Dataset excerpts:

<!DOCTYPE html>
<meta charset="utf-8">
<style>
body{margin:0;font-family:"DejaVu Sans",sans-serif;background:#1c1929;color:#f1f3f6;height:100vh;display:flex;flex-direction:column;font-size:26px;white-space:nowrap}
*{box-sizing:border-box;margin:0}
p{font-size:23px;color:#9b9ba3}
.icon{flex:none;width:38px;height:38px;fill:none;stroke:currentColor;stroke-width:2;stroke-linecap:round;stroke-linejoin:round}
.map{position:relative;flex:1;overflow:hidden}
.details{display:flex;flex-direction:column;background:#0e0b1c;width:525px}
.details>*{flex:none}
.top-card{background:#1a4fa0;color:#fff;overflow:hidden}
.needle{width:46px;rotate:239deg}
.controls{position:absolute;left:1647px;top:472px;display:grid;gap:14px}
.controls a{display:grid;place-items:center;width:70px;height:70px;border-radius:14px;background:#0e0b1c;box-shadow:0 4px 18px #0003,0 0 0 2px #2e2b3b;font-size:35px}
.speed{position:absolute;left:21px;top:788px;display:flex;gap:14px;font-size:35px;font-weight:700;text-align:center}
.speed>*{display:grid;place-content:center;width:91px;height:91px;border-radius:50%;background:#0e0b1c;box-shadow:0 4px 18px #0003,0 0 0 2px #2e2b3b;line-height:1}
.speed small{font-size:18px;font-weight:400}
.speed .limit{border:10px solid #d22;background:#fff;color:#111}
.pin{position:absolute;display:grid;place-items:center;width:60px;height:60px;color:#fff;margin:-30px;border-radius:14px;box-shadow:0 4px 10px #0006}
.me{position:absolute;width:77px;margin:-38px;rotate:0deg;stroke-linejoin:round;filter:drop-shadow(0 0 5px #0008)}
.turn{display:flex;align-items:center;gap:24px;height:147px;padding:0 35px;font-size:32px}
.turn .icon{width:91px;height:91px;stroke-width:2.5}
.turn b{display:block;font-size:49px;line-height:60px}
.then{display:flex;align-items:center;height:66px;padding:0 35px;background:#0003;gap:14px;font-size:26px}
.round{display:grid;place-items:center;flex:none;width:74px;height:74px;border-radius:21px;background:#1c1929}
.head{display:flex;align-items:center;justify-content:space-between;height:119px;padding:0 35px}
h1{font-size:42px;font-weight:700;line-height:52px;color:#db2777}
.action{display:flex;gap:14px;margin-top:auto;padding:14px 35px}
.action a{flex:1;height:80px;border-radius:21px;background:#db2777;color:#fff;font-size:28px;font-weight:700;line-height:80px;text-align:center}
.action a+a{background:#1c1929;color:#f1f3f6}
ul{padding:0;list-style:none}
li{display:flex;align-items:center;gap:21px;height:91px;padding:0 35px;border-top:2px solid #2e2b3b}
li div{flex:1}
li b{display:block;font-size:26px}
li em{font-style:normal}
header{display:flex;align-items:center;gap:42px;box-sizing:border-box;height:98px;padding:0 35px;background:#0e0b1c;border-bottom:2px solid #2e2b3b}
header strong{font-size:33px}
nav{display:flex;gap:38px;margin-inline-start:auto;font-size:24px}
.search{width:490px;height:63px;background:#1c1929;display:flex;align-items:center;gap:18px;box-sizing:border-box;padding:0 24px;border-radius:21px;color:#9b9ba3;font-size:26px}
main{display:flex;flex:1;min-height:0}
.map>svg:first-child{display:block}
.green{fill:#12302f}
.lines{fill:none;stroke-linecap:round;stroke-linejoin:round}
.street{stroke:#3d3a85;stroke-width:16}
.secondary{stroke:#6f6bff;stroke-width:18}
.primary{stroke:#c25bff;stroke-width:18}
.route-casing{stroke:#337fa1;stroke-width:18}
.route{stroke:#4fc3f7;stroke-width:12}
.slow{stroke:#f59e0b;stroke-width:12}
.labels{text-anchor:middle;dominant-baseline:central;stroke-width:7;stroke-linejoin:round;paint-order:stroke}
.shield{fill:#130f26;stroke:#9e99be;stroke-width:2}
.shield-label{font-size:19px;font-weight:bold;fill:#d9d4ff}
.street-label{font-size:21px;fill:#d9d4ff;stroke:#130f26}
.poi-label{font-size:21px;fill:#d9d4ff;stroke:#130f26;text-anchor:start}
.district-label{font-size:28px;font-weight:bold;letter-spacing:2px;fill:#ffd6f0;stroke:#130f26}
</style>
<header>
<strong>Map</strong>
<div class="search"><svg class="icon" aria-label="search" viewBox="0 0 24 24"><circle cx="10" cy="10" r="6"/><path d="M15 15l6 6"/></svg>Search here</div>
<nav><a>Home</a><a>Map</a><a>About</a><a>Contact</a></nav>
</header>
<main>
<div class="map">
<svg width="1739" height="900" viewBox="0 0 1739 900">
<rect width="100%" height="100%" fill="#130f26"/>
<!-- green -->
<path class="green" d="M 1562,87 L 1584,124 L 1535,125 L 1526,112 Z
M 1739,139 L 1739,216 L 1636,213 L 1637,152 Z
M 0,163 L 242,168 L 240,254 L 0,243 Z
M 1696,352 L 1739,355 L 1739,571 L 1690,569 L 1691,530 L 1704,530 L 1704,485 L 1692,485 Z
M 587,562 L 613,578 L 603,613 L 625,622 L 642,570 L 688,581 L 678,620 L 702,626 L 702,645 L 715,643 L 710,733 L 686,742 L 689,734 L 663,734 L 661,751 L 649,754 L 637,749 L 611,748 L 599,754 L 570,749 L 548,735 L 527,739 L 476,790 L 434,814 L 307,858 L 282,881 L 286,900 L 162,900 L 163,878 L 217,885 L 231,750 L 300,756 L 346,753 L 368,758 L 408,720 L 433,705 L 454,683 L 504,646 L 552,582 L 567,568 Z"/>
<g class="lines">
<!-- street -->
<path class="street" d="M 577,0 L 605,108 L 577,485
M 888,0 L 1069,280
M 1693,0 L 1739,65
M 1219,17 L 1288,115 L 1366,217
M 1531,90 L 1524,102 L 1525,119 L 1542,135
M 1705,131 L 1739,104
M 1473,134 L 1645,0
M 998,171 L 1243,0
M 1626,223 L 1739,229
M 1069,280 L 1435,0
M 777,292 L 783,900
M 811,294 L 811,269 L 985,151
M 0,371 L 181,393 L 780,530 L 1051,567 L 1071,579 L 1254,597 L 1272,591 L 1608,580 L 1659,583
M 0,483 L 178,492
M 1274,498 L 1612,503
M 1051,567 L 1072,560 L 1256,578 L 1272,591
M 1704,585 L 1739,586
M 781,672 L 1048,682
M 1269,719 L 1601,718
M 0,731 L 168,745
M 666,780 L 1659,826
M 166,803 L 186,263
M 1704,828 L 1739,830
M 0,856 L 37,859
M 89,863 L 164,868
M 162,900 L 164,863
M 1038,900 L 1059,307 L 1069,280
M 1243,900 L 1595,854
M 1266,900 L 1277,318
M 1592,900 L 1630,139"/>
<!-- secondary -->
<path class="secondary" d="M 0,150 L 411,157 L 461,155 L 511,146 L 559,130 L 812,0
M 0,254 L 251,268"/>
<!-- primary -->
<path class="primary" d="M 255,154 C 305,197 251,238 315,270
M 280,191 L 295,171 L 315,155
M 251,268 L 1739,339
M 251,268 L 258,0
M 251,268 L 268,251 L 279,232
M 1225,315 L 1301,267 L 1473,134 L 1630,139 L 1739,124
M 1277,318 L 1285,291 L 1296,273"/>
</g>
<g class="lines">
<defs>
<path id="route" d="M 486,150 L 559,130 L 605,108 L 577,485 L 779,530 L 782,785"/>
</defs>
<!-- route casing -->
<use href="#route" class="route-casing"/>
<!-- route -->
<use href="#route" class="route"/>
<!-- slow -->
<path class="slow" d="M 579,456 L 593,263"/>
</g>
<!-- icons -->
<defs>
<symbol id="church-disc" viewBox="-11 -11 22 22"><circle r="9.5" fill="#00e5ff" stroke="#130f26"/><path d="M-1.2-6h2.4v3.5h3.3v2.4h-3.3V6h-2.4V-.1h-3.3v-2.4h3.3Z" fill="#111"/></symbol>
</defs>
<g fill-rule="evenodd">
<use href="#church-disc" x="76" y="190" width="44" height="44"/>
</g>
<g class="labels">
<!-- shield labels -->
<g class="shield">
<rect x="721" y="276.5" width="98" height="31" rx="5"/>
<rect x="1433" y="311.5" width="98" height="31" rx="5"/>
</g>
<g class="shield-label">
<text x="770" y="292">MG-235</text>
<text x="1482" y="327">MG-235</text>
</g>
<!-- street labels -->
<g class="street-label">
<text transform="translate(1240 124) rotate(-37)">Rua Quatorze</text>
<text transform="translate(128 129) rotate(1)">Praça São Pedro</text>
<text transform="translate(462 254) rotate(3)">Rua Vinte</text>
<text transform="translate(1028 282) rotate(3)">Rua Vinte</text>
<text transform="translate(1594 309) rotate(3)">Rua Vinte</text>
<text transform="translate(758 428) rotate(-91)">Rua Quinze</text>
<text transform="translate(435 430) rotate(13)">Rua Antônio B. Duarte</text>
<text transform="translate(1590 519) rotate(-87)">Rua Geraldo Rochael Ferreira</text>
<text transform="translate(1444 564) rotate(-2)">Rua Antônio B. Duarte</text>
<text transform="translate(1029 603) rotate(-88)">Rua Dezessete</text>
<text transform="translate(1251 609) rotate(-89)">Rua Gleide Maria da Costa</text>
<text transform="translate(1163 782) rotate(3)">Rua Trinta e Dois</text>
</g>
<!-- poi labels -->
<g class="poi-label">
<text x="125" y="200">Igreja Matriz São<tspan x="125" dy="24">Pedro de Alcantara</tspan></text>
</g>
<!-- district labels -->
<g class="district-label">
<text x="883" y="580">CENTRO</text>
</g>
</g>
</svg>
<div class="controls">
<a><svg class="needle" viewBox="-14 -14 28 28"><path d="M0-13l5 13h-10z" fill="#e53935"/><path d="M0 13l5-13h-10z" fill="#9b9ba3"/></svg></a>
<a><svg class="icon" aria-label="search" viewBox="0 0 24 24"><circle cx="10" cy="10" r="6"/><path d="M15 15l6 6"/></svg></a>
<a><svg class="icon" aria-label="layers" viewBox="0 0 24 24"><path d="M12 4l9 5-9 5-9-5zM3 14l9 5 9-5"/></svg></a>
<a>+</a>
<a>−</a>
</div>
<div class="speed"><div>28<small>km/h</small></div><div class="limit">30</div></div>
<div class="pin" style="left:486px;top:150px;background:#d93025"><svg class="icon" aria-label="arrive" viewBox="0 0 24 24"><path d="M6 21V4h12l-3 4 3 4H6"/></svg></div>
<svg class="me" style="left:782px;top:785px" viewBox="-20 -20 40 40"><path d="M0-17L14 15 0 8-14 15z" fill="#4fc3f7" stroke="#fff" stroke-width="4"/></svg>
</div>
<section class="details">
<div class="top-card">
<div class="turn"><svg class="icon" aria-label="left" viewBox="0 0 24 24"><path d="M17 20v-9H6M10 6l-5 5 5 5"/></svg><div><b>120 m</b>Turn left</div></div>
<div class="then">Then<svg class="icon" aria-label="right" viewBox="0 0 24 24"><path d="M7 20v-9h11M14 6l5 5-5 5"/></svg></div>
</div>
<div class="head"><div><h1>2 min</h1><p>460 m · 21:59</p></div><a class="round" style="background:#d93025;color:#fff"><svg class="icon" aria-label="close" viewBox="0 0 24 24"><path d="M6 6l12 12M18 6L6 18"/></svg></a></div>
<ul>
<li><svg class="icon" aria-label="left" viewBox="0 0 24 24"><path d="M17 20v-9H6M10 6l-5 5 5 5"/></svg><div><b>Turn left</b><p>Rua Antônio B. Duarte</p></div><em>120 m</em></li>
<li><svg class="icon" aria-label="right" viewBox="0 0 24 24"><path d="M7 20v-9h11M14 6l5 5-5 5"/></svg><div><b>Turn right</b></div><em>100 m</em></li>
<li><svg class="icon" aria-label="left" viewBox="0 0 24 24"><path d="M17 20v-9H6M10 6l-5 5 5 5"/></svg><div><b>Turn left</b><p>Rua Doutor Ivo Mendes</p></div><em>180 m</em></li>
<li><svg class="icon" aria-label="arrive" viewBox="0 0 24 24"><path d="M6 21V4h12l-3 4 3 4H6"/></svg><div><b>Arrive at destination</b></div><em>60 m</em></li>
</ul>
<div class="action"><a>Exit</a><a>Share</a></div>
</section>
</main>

--

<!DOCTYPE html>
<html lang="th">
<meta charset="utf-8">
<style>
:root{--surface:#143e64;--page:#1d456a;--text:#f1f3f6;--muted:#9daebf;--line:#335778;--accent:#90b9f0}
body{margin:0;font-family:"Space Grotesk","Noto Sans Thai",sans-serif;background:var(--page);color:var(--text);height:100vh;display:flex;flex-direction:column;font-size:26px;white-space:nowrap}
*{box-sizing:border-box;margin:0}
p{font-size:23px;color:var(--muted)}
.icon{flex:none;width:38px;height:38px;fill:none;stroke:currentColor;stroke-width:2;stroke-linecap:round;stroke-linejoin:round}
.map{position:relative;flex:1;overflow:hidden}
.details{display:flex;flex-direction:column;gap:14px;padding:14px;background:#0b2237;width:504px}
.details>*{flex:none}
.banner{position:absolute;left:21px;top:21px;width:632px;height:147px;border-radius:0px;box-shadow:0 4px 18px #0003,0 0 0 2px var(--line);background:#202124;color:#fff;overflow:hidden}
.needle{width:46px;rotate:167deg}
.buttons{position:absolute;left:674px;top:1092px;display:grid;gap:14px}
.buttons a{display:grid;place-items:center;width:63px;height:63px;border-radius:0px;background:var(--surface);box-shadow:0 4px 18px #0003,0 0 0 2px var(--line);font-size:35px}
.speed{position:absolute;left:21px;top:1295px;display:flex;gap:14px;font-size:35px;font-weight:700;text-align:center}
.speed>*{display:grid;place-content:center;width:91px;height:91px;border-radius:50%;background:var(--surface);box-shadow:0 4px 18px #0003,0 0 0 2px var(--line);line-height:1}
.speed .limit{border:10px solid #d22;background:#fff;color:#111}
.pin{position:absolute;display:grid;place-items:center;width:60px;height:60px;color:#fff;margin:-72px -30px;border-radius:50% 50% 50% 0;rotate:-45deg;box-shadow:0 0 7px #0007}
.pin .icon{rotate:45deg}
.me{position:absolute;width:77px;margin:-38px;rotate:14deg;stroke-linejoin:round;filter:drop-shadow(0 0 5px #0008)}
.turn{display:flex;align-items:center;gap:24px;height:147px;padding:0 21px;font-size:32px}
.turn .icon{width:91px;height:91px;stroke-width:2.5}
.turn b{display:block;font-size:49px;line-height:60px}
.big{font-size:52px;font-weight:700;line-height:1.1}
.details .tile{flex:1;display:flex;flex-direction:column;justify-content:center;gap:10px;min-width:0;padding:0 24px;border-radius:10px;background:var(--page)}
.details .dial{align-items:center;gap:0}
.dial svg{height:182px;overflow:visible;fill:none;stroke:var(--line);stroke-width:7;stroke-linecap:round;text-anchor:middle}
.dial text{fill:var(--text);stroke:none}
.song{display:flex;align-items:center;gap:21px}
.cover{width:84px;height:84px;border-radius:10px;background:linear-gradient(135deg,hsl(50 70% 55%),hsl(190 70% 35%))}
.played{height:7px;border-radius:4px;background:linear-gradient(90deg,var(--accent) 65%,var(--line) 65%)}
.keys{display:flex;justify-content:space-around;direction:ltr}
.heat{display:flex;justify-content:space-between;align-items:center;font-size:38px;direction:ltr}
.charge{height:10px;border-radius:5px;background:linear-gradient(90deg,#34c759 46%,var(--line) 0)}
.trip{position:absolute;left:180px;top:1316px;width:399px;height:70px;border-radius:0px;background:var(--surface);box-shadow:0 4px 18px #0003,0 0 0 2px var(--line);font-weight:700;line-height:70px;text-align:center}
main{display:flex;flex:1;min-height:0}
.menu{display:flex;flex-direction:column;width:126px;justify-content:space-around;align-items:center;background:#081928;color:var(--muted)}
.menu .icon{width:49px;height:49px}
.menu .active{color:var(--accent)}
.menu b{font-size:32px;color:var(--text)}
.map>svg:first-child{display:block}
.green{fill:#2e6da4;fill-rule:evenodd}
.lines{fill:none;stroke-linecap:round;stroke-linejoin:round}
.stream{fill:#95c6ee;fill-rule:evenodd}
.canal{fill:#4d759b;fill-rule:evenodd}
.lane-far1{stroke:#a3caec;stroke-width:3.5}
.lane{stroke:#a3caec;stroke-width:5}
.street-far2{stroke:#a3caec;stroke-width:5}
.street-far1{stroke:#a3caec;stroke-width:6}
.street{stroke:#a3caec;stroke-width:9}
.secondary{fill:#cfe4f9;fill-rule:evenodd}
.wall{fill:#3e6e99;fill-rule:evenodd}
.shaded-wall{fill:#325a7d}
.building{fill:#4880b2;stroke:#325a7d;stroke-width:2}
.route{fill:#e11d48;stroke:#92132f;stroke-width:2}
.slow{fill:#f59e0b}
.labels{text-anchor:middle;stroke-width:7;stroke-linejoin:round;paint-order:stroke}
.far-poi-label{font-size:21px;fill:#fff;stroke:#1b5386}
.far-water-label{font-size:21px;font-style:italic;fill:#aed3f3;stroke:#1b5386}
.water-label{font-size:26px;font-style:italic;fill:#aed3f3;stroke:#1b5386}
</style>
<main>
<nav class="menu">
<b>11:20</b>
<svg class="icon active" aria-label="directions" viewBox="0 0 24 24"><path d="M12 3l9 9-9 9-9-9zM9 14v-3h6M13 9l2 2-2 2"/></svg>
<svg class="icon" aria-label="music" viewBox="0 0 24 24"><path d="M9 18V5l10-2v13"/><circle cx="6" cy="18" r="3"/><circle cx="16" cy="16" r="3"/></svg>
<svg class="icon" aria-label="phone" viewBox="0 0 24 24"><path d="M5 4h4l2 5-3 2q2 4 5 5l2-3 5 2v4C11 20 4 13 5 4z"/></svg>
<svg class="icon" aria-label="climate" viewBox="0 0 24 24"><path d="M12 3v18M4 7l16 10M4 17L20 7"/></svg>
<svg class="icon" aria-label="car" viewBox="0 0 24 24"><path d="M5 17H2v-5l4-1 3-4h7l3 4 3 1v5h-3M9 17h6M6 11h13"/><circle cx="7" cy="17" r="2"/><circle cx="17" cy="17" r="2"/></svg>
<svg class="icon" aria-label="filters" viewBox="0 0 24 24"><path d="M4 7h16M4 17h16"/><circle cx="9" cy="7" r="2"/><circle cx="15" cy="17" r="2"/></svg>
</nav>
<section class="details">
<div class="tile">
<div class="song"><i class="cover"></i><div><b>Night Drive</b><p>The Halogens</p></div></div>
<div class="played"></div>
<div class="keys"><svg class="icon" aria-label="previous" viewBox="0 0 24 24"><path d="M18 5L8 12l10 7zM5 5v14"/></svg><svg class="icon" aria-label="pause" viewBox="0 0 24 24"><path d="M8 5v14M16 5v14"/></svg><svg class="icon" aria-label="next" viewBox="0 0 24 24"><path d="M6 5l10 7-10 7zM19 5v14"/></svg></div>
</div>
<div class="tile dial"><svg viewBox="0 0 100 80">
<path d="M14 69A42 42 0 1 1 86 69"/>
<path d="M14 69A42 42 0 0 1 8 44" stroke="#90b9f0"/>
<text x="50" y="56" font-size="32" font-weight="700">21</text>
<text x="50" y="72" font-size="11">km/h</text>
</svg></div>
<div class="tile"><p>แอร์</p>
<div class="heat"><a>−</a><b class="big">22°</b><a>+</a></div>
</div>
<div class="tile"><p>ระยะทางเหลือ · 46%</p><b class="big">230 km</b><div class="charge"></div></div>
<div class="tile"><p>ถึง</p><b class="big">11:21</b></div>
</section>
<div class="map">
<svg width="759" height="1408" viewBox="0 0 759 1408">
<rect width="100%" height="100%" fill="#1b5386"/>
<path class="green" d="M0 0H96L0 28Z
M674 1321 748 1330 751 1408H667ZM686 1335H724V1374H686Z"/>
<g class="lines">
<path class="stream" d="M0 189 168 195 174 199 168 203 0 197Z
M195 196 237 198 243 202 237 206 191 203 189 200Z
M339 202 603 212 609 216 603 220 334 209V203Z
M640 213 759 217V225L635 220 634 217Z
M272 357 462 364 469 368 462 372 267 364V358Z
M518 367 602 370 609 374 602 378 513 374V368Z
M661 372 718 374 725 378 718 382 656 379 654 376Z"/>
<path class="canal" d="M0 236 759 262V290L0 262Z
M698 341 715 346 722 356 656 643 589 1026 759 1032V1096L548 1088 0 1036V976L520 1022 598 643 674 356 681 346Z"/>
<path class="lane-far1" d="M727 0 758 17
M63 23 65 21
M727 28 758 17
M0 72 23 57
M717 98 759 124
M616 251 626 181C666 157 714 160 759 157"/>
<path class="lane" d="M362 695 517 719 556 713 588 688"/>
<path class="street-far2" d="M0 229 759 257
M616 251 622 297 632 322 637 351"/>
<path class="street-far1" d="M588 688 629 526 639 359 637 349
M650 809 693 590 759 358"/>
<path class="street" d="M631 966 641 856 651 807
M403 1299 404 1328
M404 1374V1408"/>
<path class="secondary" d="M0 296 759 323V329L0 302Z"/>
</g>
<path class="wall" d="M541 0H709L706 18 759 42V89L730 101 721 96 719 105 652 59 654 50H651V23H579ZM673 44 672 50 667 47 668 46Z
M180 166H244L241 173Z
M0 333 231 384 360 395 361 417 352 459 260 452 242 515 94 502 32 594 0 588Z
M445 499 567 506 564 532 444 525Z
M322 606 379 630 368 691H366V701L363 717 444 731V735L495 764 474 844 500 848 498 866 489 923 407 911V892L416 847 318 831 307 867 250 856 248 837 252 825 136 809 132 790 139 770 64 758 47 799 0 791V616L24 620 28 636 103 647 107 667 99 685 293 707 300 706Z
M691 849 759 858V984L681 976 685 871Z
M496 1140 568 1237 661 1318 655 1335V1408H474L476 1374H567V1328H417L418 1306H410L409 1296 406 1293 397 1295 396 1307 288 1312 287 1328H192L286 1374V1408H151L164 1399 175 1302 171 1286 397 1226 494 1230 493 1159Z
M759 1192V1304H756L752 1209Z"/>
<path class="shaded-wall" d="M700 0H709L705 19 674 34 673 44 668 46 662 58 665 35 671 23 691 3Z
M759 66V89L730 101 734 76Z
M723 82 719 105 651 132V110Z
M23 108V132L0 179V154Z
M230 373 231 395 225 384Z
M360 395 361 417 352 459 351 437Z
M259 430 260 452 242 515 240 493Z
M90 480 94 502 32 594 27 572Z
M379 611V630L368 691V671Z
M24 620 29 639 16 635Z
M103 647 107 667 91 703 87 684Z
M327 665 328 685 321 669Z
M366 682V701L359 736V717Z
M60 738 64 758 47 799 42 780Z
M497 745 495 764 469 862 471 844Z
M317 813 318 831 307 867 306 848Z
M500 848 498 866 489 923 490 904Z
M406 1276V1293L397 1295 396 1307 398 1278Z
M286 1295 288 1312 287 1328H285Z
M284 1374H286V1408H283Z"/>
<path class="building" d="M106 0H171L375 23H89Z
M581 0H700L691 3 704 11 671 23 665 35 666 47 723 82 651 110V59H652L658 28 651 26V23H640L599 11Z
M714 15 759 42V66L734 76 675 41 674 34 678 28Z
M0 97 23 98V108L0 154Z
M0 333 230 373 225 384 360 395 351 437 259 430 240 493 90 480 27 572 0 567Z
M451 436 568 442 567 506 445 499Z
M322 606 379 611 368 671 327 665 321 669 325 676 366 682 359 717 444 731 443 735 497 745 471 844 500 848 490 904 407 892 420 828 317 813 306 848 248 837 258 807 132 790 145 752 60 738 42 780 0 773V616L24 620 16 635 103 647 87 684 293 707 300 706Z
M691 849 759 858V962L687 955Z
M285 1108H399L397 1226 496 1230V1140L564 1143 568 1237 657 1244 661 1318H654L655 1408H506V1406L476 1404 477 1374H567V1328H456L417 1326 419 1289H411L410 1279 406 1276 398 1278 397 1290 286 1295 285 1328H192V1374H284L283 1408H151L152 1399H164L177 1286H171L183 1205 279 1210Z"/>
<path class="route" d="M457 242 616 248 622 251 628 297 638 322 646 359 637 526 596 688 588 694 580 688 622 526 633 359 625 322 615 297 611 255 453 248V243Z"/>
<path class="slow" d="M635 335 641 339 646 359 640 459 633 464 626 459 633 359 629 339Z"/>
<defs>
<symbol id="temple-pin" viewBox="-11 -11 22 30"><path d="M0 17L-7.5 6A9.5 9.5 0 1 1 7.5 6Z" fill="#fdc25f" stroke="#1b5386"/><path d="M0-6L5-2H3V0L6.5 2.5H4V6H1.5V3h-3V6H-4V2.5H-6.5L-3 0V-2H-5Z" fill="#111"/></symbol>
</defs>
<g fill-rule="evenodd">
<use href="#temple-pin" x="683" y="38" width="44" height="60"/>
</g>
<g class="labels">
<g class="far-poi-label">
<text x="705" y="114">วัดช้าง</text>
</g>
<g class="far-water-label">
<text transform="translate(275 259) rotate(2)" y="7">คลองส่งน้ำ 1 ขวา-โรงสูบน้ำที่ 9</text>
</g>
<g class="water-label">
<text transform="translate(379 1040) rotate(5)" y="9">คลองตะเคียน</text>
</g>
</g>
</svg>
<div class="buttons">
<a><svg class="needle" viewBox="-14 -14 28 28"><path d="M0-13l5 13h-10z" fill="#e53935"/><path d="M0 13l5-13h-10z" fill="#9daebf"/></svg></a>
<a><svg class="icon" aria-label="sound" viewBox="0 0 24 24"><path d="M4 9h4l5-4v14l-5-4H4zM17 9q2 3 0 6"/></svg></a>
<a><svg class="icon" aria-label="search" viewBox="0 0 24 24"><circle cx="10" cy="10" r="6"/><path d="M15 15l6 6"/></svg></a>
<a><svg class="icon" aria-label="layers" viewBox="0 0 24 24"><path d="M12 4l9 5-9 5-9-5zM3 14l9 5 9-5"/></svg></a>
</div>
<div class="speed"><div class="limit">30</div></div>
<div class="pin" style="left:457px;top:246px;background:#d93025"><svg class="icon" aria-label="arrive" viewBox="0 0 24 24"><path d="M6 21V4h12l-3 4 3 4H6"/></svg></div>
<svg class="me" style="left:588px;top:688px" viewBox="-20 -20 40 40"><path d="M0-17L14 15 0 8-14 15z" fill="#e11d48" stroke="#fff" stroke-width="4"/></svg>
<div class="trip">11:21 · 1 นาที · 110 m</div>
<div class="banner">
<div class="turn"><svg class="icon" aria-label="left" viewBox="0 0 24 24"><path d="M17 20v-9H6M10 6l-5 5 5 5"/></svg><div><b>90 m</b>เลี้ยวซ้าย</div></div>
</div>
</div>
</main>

WORK INSTRUCTION: Your answer must be a single number: the count of lines above that contain the string "casing".

TASK ANSWER: 3